La responsabilidad de ver por el bienestar de la iglesia es responsabilidad de la iglesia en general. Es deber de cada creyente dentro de la congregación hacer su parte para el bienestar del cuerpo de Cristo. Este pasaje no se debería de aplicar solo si en una congregación no hubiera gente débil, desanimada, si en una iglesia hubiera gente que no desespere a otra, o iglesias en las que no hubiera gente ociosa.

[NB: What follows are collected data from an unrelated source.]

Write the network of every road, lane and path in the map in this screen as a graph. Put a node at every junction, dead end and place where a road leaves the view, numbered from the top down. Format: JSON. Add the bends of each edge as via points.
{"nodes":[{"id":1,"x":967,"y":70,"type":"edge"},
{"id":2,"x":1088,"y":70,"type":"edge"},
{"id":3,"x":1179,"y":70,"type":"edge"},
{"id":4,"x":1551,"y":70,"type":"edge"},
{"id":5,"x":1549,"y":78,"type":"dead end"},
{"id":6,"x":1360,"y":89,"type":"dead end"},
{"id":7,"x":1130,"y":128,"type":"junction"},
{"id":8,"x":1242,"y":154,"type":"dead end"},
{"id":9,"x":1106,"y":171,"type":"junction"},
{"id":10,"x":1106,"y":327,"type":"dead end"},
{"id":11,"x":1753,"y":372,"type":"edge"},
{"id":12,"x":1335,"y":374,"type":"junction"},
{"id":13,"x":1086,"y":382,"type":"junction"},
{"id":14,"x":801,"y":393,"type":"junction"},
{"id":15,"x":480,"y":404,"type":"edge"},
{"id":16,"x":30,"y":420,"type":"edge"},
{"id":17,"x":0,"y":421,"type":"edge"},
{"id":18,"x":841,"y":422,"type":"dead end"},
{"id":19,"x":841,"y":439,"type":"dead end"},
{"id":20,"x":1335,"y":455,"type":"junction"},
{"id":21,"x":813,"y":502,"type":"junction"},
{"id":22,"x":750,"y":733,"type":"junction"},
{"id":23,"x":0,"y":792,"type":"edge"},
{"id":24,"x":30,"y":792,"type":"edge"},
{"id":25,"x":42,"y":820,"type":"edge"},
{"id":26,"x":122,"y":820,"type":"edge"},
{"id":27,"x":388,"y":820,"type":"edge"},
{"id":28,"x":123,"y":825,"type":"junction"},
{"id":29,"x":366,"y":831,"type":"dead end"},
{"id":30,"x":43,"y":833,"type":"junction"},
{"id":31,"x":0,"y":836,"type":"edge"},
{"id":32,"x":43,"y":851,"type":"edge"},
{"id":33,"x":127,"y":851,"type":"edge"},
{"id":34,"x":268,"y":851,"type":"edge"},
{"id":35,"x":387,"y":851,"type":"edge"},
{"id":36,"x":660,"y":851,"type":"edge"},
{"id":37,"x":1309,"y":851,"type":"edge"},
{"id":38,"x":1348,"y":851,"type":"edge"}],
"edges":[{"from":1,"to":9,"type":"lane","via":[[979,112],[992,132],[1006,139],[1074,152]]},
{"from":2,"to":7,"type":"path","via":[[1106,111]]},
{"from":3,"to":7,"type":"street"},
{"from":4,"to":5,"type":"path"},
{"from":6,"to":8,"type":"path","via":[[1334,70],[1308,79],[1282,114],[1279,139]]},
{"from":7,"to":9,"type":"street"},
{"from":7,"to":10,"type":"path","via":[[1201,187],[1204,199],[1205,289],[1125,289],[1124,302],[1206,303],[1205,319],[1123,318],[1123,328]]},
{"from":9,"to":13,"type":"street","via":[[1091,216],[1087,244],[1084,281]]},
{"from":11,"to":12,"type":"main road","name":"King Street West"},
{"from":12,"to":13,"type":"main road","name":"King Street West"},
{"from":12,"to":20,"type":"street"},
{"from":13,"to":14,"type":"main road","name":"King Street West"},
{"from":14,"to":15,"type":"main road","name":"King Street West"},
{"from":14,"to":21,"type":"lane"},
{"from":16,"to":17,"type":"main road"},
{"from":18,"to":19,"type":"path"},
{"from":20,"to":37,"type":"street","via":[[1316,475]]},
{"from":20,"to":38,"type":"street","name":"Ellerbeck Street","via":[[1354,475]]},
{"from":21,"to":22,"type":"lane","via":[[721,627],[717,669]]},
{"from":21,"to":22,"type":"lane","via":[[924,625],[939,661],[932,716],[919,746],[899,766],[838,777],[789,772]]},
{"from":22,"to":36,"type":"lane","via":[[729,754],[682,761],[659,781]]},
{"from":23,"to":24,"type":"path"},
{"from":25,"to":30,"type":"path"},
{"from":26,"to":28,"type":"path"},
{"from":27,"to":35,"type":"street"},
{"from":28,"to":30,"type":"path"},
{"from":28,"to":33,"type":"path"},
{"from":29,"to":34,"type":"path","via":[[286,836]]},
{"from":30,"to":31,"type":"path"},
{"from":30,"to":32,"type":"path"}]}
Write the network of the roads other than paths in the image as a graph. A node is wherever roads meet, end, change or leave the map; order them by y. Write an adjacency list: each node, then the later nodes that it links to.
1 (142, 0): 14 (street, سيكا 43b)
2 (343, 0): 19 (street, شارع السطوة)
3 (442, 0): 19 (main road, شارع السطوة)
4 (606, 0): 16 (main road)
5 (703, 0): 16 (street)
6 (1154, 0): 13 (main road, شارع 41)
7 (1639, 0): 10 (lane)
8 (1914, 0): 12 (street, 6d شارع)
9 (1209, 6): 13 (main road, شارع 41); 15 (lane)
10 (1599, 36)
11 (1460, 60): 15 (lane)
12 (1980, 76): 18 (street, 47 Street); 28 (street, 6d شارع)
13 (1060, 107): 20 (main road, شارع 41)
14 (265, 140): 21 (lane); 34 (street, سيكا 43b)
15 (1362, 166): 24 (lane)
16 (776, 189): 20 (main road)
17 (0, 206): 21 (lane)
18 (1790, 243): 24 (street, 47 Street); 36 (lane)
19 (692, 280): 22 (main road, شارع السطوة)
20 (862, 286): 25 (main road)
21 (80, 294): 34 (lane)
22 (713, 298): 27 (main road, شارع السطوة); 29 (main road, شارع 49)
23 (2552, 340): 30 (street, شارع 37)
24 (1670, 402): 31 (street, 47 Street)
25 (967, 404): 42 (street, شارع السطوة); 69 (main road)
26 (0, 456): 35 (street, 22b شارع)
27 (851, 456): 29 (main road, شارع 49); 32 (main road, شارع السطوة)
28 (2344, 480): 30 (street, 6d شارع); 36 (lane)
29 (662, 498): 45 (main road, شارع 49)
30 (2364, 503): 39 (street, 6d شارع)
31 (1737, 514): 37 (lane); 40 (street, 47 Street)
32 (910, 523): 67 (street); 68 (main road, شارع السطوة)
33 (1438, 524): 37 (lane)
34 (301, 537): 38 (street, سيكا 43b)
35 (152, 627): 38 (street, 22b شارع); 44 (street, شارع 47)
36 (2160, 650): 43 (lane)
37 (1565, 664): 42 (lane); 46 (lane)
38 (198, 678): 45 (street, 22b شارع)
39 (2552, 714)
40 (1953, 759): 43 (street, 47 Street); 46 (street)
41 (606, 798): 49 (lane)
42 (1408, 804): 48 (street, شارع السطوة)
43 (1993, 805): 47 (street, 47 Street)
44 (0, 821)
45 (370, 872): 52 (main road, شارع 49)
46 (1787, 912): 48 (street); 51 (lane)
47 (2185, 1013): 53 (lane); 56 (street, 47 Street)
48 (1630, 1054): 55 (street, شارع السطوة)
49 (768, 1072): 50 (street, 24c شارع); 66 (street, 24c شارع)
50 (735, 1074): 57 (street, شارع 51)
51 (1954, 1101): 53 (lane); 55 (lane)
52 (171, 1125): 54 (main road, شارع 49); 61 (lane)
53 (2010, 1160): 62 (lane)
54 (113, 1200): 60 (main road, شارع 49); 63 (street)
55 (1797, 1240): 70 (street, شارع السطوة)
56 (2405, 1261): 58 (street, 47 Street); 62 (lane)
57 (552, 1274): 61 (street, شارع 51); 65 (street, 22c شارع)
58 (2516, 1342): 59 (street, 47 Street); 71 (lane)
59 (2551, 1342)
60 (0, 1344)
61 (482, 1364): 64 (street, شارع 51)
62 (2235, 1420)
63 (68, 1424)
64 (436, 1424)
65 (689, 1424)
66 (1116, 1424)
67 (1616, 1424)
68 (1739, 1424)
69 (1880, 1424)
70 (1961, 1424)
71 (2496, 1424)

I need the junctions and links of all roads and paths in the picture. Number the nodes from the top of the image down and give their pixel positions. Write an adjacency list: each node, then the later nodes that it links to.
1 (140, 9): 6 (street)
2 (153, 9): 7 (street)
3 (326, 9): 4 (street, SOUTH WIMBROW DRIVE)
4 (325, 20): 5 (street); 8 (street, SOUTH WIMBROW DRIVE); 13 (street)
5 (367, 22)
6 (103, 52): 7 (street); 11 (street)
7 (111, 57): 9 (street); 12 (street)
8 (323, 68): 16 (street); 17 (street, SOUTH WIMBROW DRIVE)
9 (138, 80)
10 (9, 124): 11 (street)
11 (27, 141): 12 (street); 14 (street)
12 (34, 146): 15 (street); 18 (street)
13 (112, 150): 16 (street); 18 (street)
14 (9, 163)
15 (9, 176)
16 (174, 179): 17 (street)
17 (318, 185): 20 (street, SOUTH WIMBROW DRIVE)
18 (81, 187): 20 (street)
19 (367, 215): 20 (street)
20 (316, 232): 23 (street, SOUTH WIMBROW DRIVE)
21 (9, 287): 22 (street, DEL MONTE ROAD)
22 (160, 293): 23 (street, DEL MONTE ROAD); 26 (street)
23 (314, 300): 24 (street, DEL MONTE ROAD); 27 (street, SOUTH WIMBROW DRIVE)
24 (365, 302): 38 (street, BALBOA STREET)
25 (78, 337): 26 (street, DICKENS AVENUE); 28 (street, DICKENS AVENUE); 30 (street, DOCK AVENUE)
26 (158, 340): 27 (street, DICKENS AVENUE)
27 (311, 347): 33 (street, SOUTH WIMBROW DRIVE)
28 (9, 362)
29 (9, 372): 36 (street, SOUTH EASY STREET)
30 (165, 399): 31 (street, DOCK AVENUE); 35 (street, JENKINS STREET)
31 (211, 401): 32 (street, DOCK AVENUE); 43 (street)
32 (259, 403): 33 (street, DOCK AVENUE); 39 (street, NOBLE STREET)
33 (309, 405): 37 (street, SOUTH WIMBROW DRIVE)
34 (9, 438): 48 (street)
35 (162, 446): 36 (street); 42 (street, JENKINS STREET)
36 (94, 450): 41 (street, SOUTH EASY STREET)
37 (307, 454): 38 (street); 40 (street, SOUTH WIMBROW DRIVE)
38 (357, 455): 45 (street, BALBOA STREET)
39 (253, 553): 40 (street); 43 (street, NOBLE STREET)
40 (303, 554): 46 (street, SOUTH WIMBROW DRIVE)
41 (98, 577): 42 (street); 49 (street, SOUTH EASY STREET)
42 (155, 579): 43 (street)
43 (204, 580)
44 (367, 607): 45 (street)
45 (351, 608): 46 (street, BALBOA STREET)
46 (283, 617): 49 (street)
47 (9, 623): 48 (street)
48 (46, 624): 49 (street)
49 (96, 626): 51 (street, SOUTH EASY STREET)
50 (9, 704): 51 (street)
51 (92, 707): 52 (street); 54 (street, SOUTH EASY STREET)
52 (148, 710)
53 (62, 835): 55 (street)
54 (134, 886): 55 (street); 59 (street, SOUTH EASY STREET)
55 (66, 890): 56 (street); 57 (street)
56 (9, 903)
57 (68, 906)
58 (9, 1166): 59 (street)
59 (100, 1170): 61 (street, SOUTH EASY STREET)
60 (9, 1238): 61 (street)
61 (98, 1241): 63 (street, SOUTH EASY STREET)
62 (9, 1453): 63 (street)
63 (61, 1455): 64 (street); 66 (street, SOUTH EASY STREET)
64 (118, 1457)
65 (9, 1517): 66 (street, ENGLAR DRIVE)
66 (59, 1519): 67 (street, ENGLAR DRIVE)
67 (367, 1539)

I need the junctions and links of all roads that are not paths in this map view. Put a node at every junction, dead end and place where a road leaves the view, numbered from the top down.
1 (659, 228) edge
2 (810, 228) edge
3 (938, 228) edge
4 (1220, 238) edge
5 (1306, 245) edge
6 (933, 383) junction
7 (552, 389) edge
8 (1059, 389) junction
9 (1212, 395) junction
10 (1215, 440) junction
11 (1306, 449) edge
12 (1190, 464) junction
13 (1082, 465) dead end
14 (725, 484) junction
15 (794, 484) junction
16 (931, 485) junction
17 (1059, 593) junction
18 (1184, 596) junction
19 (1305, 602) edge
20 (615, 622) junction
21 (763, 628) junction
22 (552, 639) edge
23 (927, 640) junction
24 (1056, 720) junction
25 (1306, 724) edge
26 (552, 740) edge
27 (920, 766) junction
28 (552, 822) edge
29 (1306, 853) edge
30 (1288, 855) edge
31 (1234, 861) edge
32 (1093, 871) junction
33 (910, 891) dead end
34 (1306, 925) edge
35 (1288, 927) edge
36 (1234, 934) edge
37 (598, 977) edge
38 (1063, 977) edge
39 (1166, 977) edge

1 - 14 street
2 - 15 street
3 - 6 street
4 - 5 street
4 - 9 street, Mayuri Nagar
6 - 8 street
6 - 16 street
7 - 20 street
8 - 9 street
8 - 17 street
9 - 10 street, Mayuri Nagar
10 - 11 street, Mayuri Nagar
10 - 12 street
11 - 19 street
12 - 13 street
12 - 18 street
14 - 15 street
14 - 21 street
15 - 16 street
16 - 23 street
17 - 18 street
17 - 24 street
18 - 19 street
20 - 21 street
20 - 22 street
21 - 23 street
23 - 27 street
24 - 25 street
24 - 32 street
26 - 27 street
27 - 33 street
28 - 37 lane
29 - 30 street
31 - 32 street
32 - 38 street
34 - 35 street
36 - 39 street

No puedo ser empático ni comprensivo con el insubordinado, rebelde y ocioso porque estaría menospreciando la dedicación de los trabajan hasta el cansancio, presiden y exhortan con amor. Aunque el desánimo es común, no es un estilo de vida. Es decir, cuando el desánimo es una característica común del creyente, debemos invitarlo a que examine su corazón. Los débiles necesitan saber y sentir que no están solos, que hay hermanos en la congregación que desean sostenerles y ayudarles a alcanzar una vida fuerte.
La iglesia debería de ser un sustento, un refugio para el débil, para el de poco ánimo, incluso para el ocioso, porque es el único lugar donde puede ser restaurado. La responsabilidad de la iglesia es ser paciente y bondadosa con ella misma. La bondad y la paciencia no se logran con indiferencia. La iglesia debe recibir el bien de la misma iglesia, la sociedad debería recibir el bien de la iglesia. Los hijos de Dios son los únicos facultados para pagar el mal con el bien.